| Dataset entries |
********

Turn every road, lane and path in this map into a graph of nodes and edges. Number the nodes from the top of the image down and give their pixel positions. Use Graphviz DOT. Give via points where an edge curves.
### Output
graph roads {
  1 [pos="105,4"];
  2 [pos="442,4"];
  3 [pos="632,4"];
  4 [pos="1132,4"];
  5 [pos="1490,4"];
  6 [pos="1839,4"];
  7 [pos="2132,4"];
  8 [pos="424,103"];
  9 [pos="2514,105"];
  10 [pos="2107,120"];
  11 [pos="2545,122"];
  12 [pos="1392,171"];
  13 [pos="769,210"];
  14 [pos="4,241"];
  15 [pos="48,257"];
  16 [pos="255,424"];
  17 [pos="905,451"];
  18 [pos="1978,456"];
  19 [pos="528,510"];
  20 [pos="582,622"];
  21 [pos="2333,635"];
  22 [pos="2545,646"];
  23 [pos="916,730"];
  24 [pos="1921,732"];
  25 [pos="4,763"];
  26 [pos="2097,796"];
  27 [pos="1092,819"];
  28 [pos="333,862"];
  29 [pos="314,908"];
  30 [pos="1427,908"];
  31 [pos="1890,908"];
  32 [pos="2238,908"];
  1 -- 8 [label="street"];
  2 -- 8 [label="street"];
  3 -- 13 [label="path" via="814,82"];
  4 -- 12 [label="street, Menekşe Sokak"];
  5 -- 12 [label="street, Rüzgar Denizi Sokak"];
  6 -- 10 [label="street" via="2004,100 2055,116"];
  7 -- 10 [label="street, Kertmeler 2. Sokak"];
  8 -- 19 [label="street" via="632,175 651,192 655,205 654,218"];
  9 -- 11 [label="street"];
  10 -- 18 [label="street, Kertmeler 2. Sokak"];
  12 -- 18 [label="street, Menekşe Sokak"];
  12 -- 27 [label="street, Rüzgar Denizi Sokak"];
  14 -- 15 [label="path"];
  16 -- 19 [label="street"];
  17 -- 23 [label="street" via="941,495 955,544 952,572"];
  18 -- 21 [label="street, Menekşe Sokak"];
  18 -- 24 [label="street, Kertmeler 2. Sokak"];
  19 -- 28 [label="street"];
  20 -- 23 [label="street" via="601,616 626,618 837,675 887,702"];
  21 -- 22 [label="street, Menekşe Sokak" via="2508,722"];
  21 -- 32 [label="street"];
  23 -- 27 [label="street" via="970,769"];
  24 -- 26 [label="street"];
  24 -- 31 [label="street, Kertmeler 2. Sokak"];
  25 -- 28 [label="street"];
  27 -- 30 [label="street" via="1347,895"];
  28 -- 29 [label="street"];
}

********

| PROBLEM DESCRIPTION |
Please count the lines above that hold the string "Kertmeler" and reply with the number alone.

| RESULT OF THE EXERCISE |
4